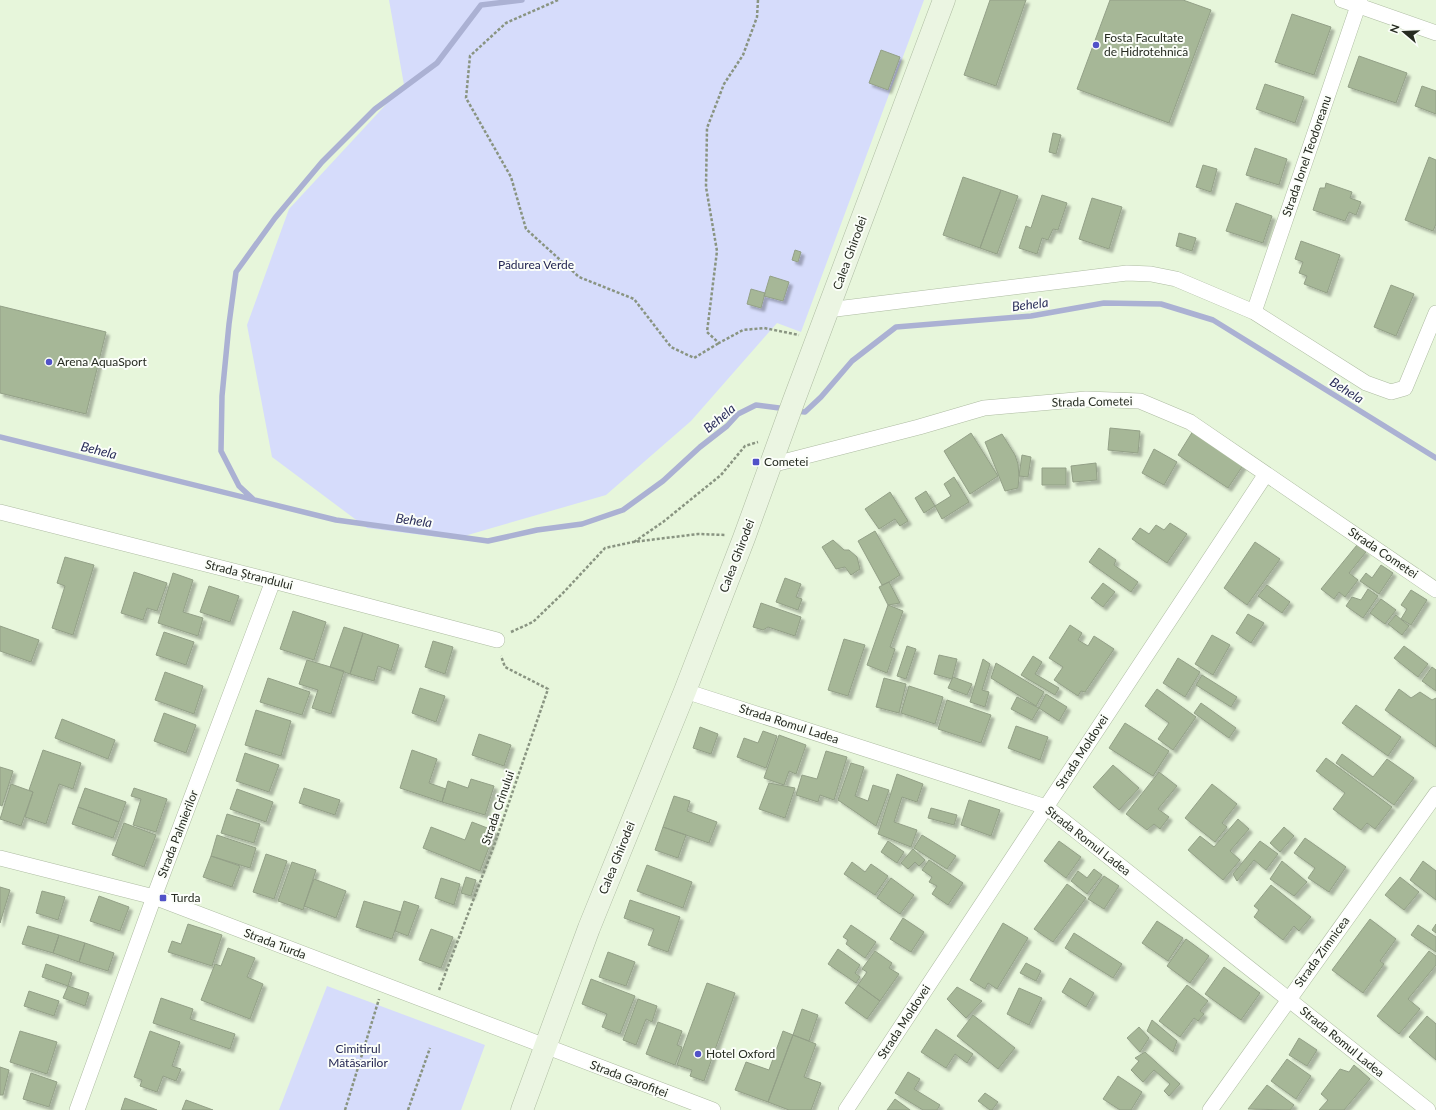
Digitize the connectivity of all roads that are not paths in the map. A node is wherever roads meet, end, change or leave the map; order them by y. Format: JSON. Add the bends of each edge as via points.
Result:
{"nodes":[{"id":1,"x":944,"y":0,"type":"edge"},
{"id":2,"x":1342,"y":0,"type":"edge"},
{"id":3,"x":1359,"y":3,"type":"edge"},
{"id":4,"x":1436,"y":33,"type":"edge"},
{"id":5,"x":828,"y":310,"type":"junction"},
{"id":6,"x":1254,"y":312,"type":"junction"},
{"id":7,"x":1436,"y":313,"type":"edge"},
{"id":8,"x":771,"y":465,"type":"junction"},
{"id":9,"x":1266,"y":474,"type":"junction"},
{"id":10,"x":0,"y":512,"type":"edge"},
{"id":11,"x":273,"y":581,"type":"junction"},
{"id":12,"x":1436,"y":590,"type":"edge"},
{"id":13,"x":497,"y":640,"type":"road end"},
{"id":14,"x":685,"y":691,"type":"junction"},
{"id":15,"x":1436,"y":794,"type":"edge"},
{"id":16,"x":1046,"y":807,"type":"junction"},
{"id":17,"x":0,"y":858,"type":"edge"},
{"id":18,"x":154,"y":897,"type":"junction"},
{"id":19,"x":1288,"y":999,"type":"junction"},
{"id":20,"x":545,"y":1047,"type":"junction"},
{"id":21,"x":77,"y":1110,"type":"edge"},
{"id":22,"x":522,"y":1110,"type":"edge"},
{"id":23,"x":713,"y":1110,"type":"edge"},
{"id":24,"x":846,"y":1110,"type":"edge"},
{"id":25,"x":1210,"y":1110,"type":"edge"},
{"id":26,"x":1428,"y":1110,"type":"edge"}],
"edges":[{"from":1,"to":5,"type":"street","name":"Calea Ghirodei"},
{"from":2,"to":3,"type":"street"},
{"from":3,"to":4,"type":"street"},
{"from":3,"to":6,"type":"street","name":"Strada Ionel Teodoreanu"},
{"from":5,"to":6,"type":"street","via":[[1127,273],[1176,279]]},
{"from":5,"to":8,"type":"street","name":"Calea Ghirodei"},
{"from":6,"to":7,"type":"street","via":[[1366,383],[1391,392],[1405,388]]},
{"from":8,"to":9,"type":"street","name":"Strada Cometei","via":[[984,408],[1094,399],[1140,401],[1190,422]]},
{"from":8,"to":14,"type":"street","name":"Calea Ghirodei"},
{"from":9,"to":12,"type":"street","name":"Strada Cometei"},
{"from":9,"to":16,"type":"street","name":"Strada Moldovei"},
{"from":10,"to":11,"type":"street","name":"Strada Ștrandului"},
{"from":11,"to":13,"type":"street","name":"Strada Ștrandului"},
{"from":11,"to":18,"type":"street","name":"Strada Palmierilor"},
{"from":14,"to":16,"type":"street","name":"Strada Romul Ladea"},
{"from":14,"to":20,"type":"street","name":"Calea Ghirodei","via":[[589,928]]},
{"from":15,"to":19,"type":"street","name":"Strada Zimnicea"},
{"from":16,"to":19,"type":"street","name":"Strada Romul Ladea"},
{"from":16,"to":24,"type":"street","name":"Strada Moldovei"},
{"from":17,"to":18,"type":"street","name":"Strada Turda"},
{"from":18,"to":20,"type":"street","name":"Strada Turda"},
{"from":18,"to":21,"type":"street","name":"Strada Palmierilor"},
{"from":19,"to":25,"type":"street","name":"Strada Zimnicea"},
{"from":19,"to":26,"type":"street","name":"Strada Romul Ladea"},
{"from":20,"to":22,"type":"street","name":"Calea Ghirodei"},
{"from":20,"to":23,"type":"street","name":"Strada Garofiței"}]}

════════

*AIM OF THE EXERCISE:*
When you write out the material again, keep every word exact and omit the pictures.

*REPLY:*
Digitize the connectivity of all roads that are not paths in the map. A node is wherever roads meet, end, change or leave the map; order them by y. Format: JSON. Add the bends of each edge as via points.
Result:
{"nodes":[{"id":1,"x":944,"y":0,"type":"edge"},
{"id":2,"x":1342,"y":0,"type":"edge"},
{"id":3,"x":1359,"y":3,"type":"edge"},
{"id":4,"x":1436,"y":33,"type":"edge"},
{"id":5,"x":828,"y":310,"type":"junction"},
{"id":6,"x":1254,"y":312,"type":"junction"},
{"id":7,"x":1436,"y":313,"type":"edge"},
{"id":8,"x":771,"y":465,"type":"junction"},
{"id":9,"x":1266,"y":474,"type":"junction"},
{"id":10,"x":0,"y":512,"type":"edge"},
{"id":11,"x":273,"y":581,"type":"junction"},
{"id":12,"x":1436,"y":590,"type":"edge"},
{"id":13,"x":497,"y":640,"type":"road end"},
{"id":14,"x":685,"y":691,"type":"junction"},
{"id":15,"x":1436,"y":794,"type":"edge"},
{"id":16,"x":1046,"y":807,"type":"junction"},
{"id":17,"x":0,"y":858,"type":"edge"},
{"id":18,"x":154,"y":897,"type":"junction"},
{"id":19,"x":1288,"y":999,"type":"junction"},
{"id":20,"x":545,"y":1047,"type":"junction"},
{"id":21,"x":77,"y":1110,"type":"edge"},
{"id":22,"x":522,"y":1110,"type":"edge"},
{"id":23,"x":713,"y":1110,"type":"edge"},
{"id":24,"x":846,"y":1110,"type":"edge"},
{"id":25,"x":1210,"y":1110,"type":"edge"},
{"id":26,"x":1428,"y":1110,"type":"edge"}],
"edges":[{"from":1,"to":5,"type":"street","name":"Calea Ghirodei"},
{"from":2,"to":3,"type":"street"},
{"from":3,"to":4,"type":"street"},
{"from":3,"to":6,"type":"street","name":"Strada Ionel Teodoreanu"},
{"from":5,"to":6,"type":"street","via":[[1127,273],[1176,279]]},
{"from":5,"to":8,"type":"street","name":"Calea Ghirodei"},
{"from":6,"to":7,"type":"street","via":[[1366,383],[1391,392],[1405,388]]},
{"from":8,"to":9,"type":"street","name":"Strada Cometei","via":[[984,408],[1094,399],[1140,401],[1190,422]]},
{"from":8,"to":14,"type":"street","name":"Calea Ghirodei"},
{"from":9,"to":12,"type":"street","name":"Strada Cometei"},
{"from":9,"to":16,"type":"street","name":"Strada Moldovei"},
{"from":10,"to":11,"type":"street","name":"Strada Ștrandului"},
{"from":11,"to":13,"type":"street","name":"Strada Ștrandului"},
{"from":11,"to":18,"type":"street","name":"Strada Palmierilor"},
{"from":14,"to":16,"type":"street","name":"Strada Romul Ladea"},
{"from":14,"to":20,"type":"street","name":"Calea Ghirodei","via":[[589,928]]},
{"from":15,"to":19,"type":"street","name":"Strada Zimnicea"},
{"from":16,"to":19,"type":"street","name":"Strada Romul Ladea"},
{"from":16,"to":24,"type":"street","name":"Strada Moldovei"},
{"from":17,"to":18,"type":"street","name":"Strada Turda"},
{"from":18,"to":20,"type":"street","name":"Strada Turda"},
{"from":18,"to":21,"type":"street","name":"Strada Palmierilor"},
{"from":19,"to":25,"type":"street","name":"Strada Zimnicea"},
{"from":19,"to":26,"type":"street","name":"Strada Romul Ladea"},
{"from":20,"to":22,"type":"street","name":"Calea Ghirodei"},
{"from":20,"to":23,"type":"street","name":"Strada Garofiței"}]}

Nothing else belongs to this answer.